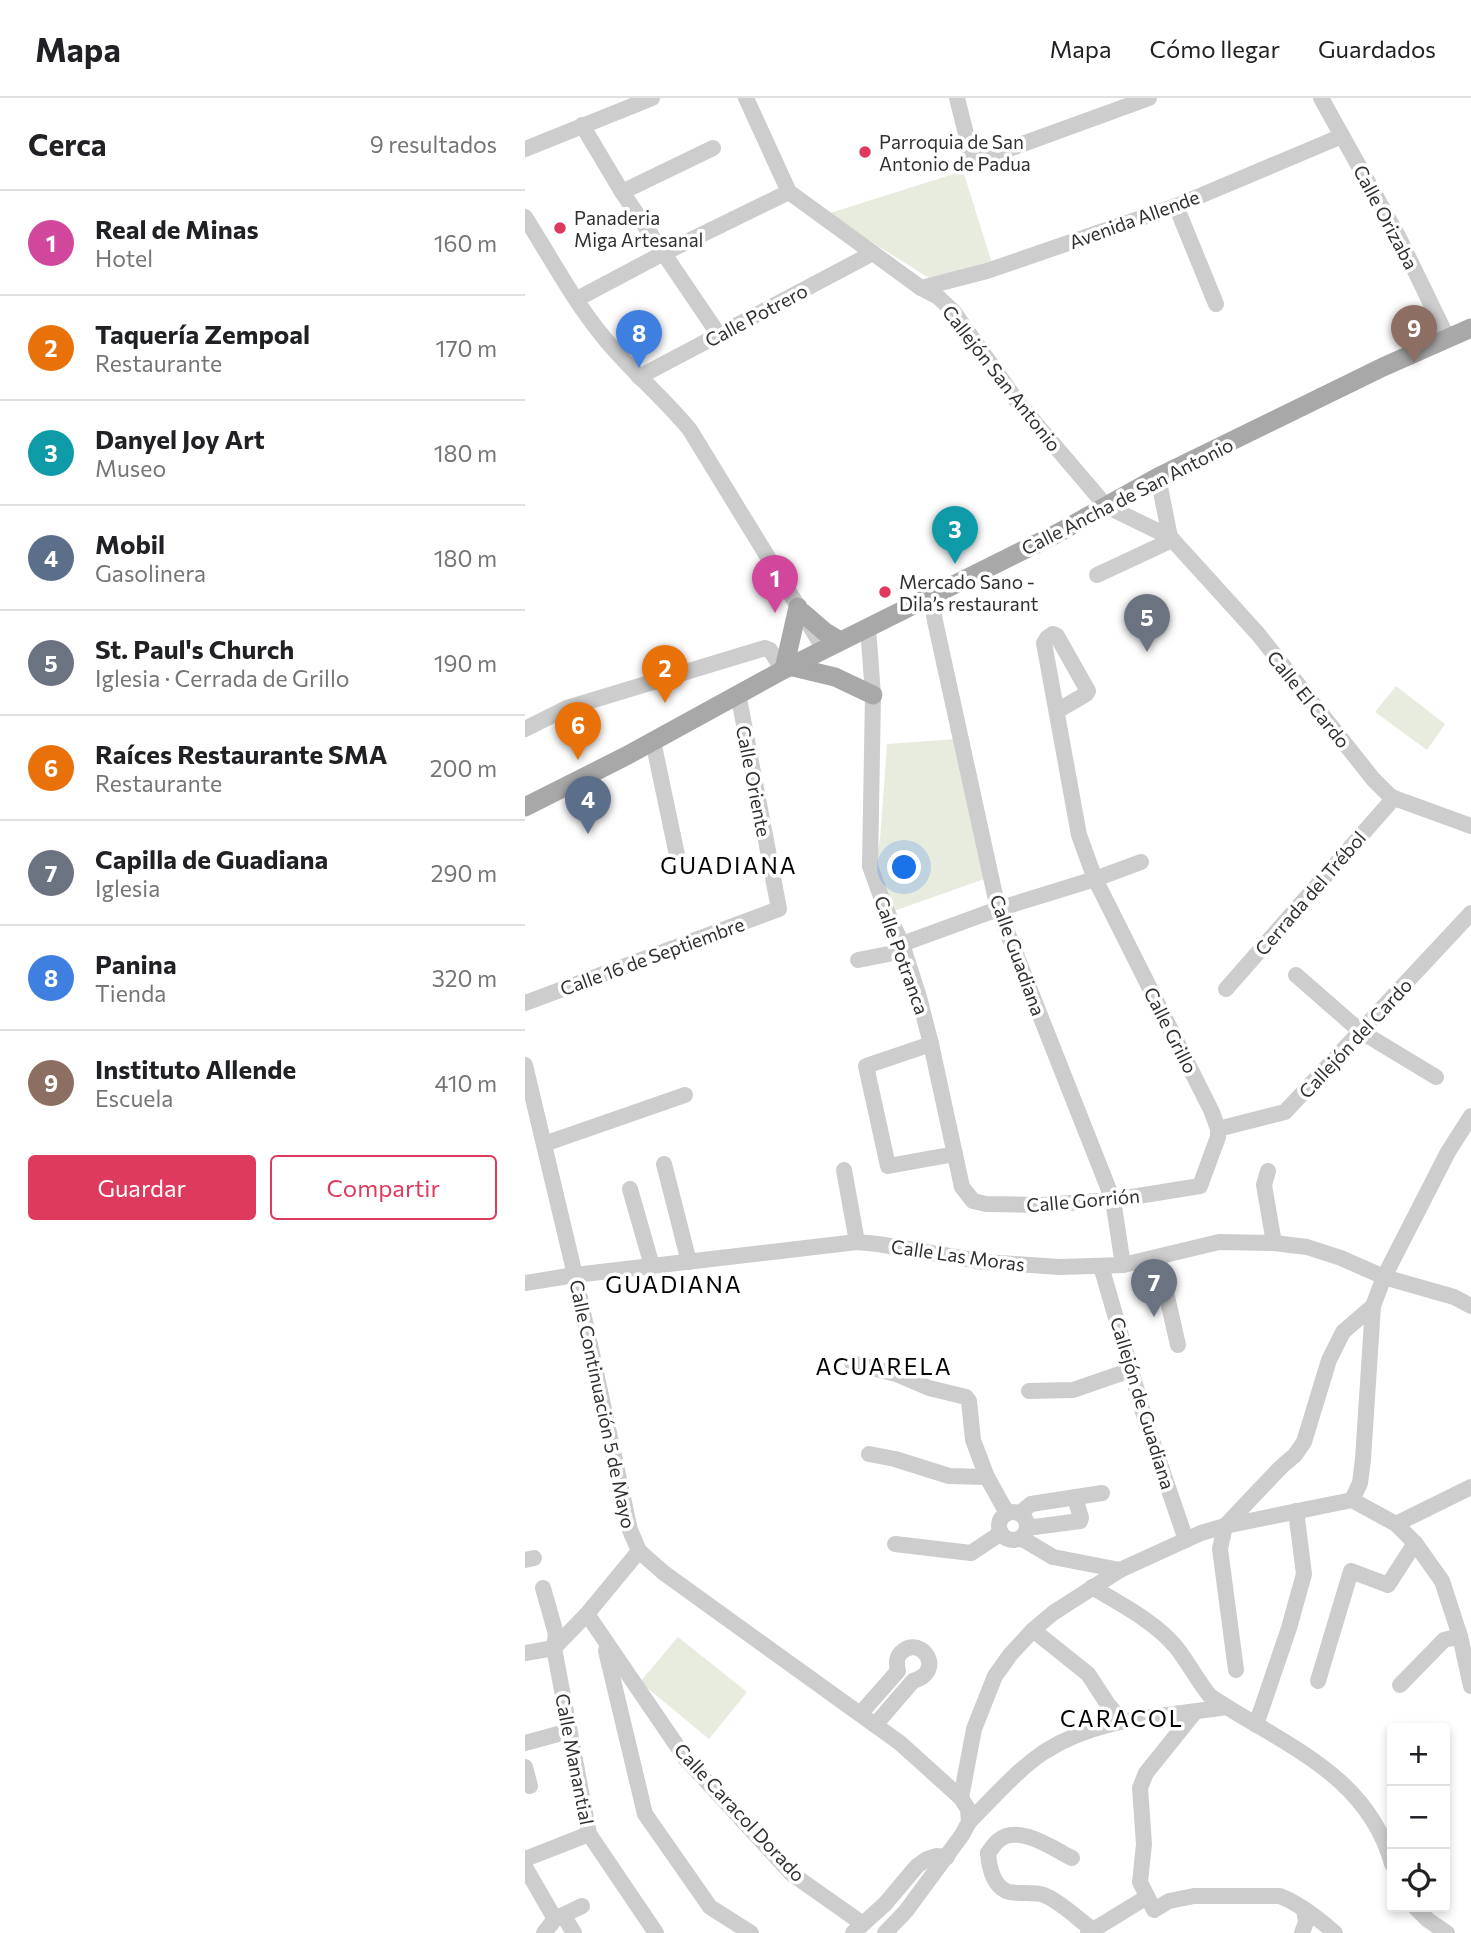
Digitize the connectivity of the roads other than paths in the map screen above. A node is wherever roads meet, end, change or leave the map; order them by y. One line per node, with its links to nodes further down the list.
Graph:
1 (652, 98): 7 (street)
2 (746, 98): 12 (street)
3 (957, 98): 6 (street)
4 (1149, 98): 6 (street)
5 (1321, 98): 8 (street, Calle Orizaba)
6 (1116, 104)
7 (582, 125): 10 (street); 11 (street)
8 (1342, 136): 13 (street, Avenida Allende); 22 (street, Calle Orizaba)
9 (713, 148): 11 (street)
10 (525, 149)
11 (622, 192): 16 (street)
12 (789, 192): 15 (street, Callejón San Antonio); 16 (street)
13 (1177, 205): 17 (street, Avenida Allende); 19 (street)
14 (525, 217): 18 (street)
15 (873, 253): 17 (street, Callejón San Antonio); 21 (street, Calle Potrero)
16 (663, 254): 18 (street); 21 (street)
17 (921, 288): 25 (street, Callejón San Antonio)
18 (577, 299): 23 (street)
19 (1216, 304)
20 (1471, 328): 22 (main road, Calle Ancha de San Antonio)
21 (719, 335): 23 (street, Calle Potrero)
22 (1448, 339): 24 (main road, Calle Ancha de San Antonio)
23 (639, 377): 29 (street)
24 (1158, 477): 25 (main road, Calle Ancha de San Antonio); 26 (street)
25 (1106, 506): 26 (street, Calle El Cardo); 28 (main road, Calle Ancha de San Antonio)
26 (1171, 538): 27 (street); 38 (street, Calle El Cardo)
27 (1097, 575)
28 (931, 596): 30 (main road, Calle Ancha de San Antonio); 45 (street, Calle Guadiana)
29 (800, 610): 31 (main road); 32 (main road)
30 (869, 627): 31 (main road, Calle Ancha de San Antonio); 34 (street, Calle Potranca)
31 (832, 645): 32 (main road, Calle Ancha de San Antonio)
32 (785, 668): 33 (main road, Calle Ancha de San Antonio); 34 (main road); 36 (street)
33 (738, 693): 37 (main road, Calle Ancha de San Antonio); 44 (street, Calle Oriente)
34 (873, 695): 47 (street, Calle Potranca)
35 (1057, 710): 43 (street, Calle Grillo)
36 (525, 729)
37 (653, 741): 39 (main road, Calle Ancha de San Antonio); 41 (street)
38 (1394, 798): 40 (street, Calle El Cardo); 50 (street, Cerrada del Trébol)
39 (525, 807)
40 (1471, 826)
41 (677, 855)
42 (1141, 862): 43 (street)
43 (1095, 879): 45 (street); 59 (street, Calle Grillo)
44 (779, 909): 51 (street, Calle 16 de Septiembre)
45 (998, 909): 47 (street); 67 (street, Calle Guadiana)
46 (1471, 913): 52 (street, Callejón del Cardo)
47 (903, 948): 48 (street); 53 (street, Calle Potranca)
48 (858, 960)
49 (1296, 975): 52 (street)
50 (1226, 989)
51 (525, 1003)
52 (1360, 1031): 55 (street); 59 (street, Callejón del Cardo)
53 (931, 1044): 61 (street, Calle Potranca); 61 (street)
54 (525, 1065): 57 (street, Calle Continuación 5 de Mayo)
55 (1436, 1077)
56 (684, 1095): 60 (street)
57 (529, 1096): 60 (street, Calle Continuación 5 de Mayo)
58 (1471, 1116): 76 (street)
59 (1219, 1129): 67 (street, Calle Gorrión)
60 (544, 1144): 75 (street, Calle Continuación 5 de Mayo)
61 (955, 1154): 66 (street, Calle Potranca)
62 (664, 1164): 71 (street)
63 (844, 1170): 68 (street)
64 (1268, 1171): 69 (street)
65 (630, 1189): 73 (street)
66 (967, 1195): 67 (street, Calle Gorrión)
67 (1113, 1200): 72 (street, Calle Guadiana)
68 (857, 1242): 71 (street, Calle Las Moras); 74 (street, Calle Las Moras)
69 (1274, 1243): 70 (street, Calle Las Moras); 76 (street, Calle Las Moras)
70 (1158, 1257): 72 (street, Calle Las Moras); 80 (street)
71 (689, 1262): 73 (street, Calle Las Moras)
72 (1123, 1265): 74 (street, Calle Las Moras)
73 (652, 1266): 75 (street, Calle Las Moras)
74 (1101, 1266): 82 (street, Callejón de Guadiana)
75 (575, 1275): 77 (street, Calle Las Moras); 97 (street, Calle Continuación 5 de Mayo)
76 (1384, 1278): 78 (street); 79 (street, Calle Las Moras)
77 (525, 1283)
78 (1373, 1306): 89 (street); 93 (street)
79 (1471, 1306)
80 (1178, 1345)
81 (852, 1363): 85 (street)
82 (1131, 1370): 83 (street); 94 (street, Callejón de Guadiana)
83 (1029, 1391)
84 (869, 1454): 85 (street)
85 (987, 1477): 91 (street)
86 (1471, 1488): 92 (street)
87 (1102, 1493): 88 (street)
88 (1075, 1497): 91 (street); 91 (street)
89 (1352, 1500): 90 (street); 92 (street)
90 (1296, 1511): 93 (street); 116 (street)
91 (1019, 1523): 96 (street); 98 (street)
92 (1396, 1524): 95 (street)
93 (1225, 1526): 94 (street); 107 (street)
94 (1186, 1540): 98 (street)
95 (1415, 1543): 103 (street); 108 (street)
96 (895, 1544)
97 (639, 1551): 101 (street); 113 (street, Calle Continuación 5 de Mayo)
98 (1119, 1570): 99 (street)
99 (1092, 1587): 102 (street); 111 (street)
100 (543, 1588): 105 (street, Calle Manantial)
101 (586, 1614): 104 (street, Calle Caracol Dorado); 105 (street)
102 (1033, 1630): 114 (street); 121 (street)
103 (1460, 1636): 109 (street); 110 (street)
104 (603, 1640): 134 (street, Calle Caracol Dorado); 139 (street)
105 (554, 1648): 106 (street); 117 (street, Calle Manantial)
106 (525, 1653)
107 (1236, 1670)
108 (1318, 1681)
109 (1400, 1685)
110 (1471, 1686)
111 (1226, 1707): 112 (street); 116 (street)
112 (1195, 1712): 114 (street); 129 (street)
113 (861, 1713): 115 (street, Calle Continuación 5 de Mayo); 115 (street)
114 (1122, 1721): 123 (street)
115 (875, 1724): 121 (street, Calle Continuación 5 de Mayo)
116 (1256, 1725): 124 (street)
117 (569, 1731): 118 (street); 122 (street, Calle Manantial)
118 (525, 1743)
119 (525, 1767): 120 (street)
120 (530, 1786)
121 (961, 1798): 123 (street)
122 (589, 1834): 127 (street); 138 (street, Calle Manantial)
123 (974, 1840): 125 (street); 126 (street); 135 (street)
124 (1388, 1849)
125 (947, 1857): 134 (street); 140 (street)
126 (1072, 1858)
127 (525, 1859)
128 (525, 1867): 133 (street)
129 (1151, 1903): 131 (street); 135 (street)
130 (582, 1906): 133 (street)
131 (1304, 1910): 141 (street); 142 (street)
132 (1420, 1912): 143 (street)
133 (559, 1917): 136 (street); 137 (street)
134 (858, 1929)
135 (1090, 1932)
136 (544, 1933)
137 (574, 1933)
138 (656, 1933)
139 (751, 1933)
140 (885, 1933)
141 (1302, 1933)
142 (1335, 1933)
143 (1447, 1933)

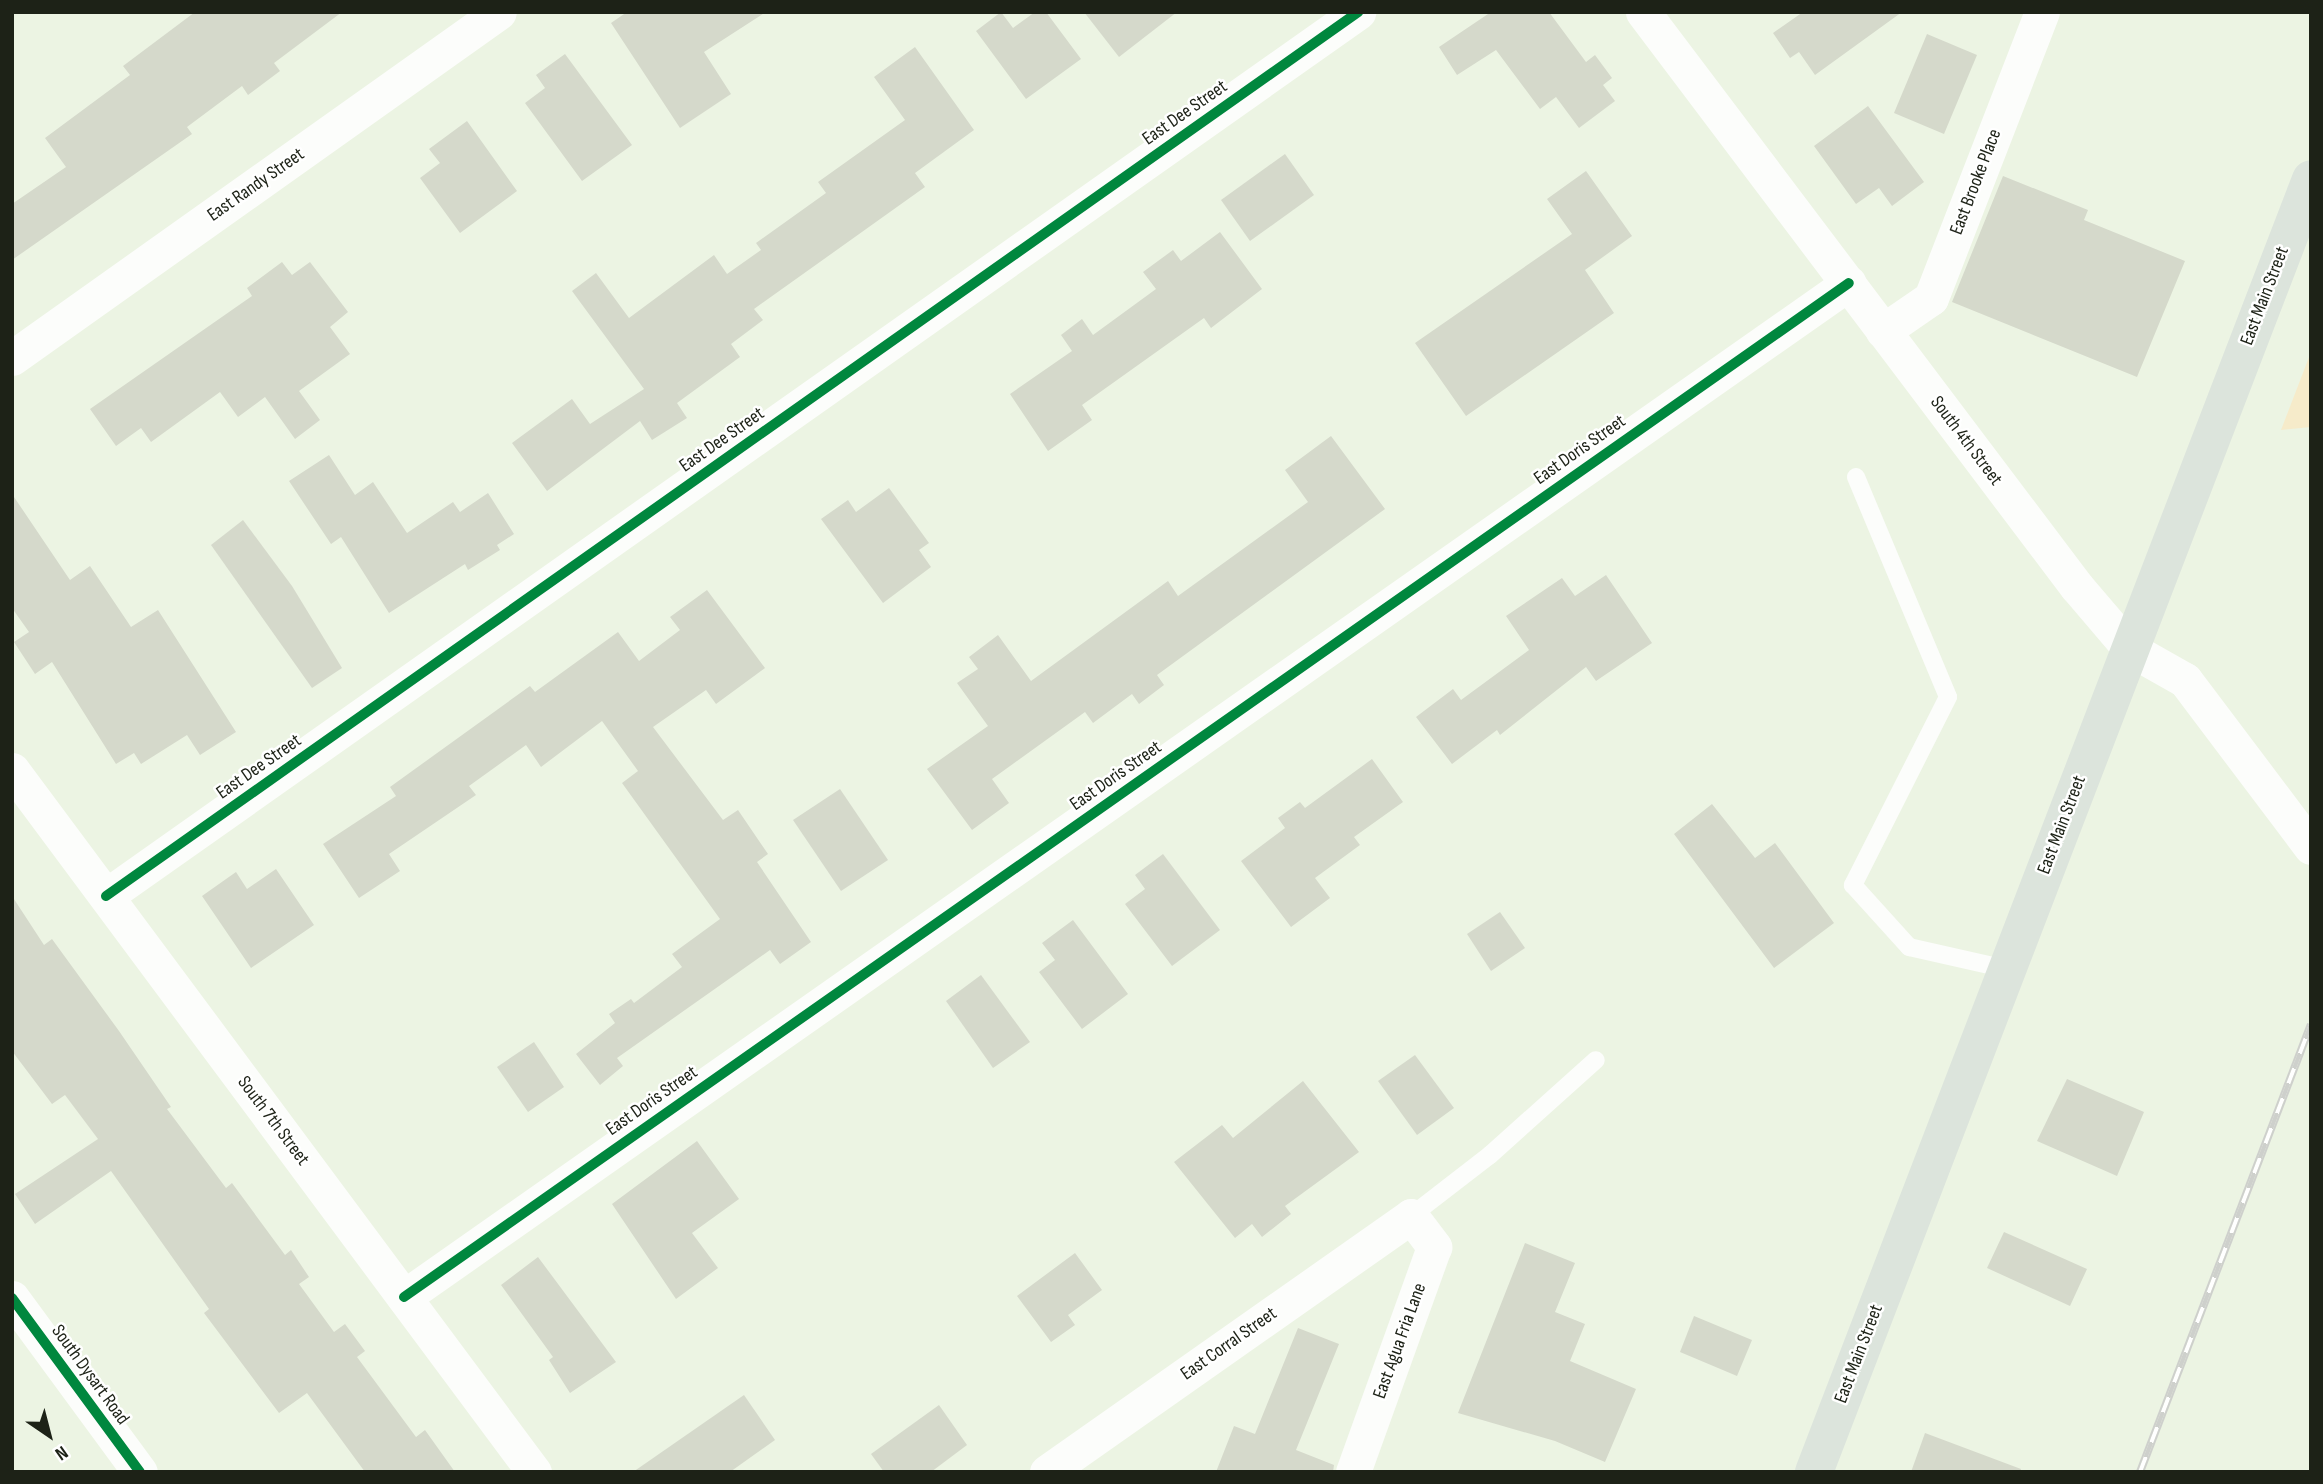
####################
What you should do:
Every line of the material that holds "Grillo" should be copied out as the answer.

Answer to this problem:
35 (1057, 710): 43 (street, Calle Grillo)
43 (1095, 879): 45 (street); 59 (street, Calle Grillo)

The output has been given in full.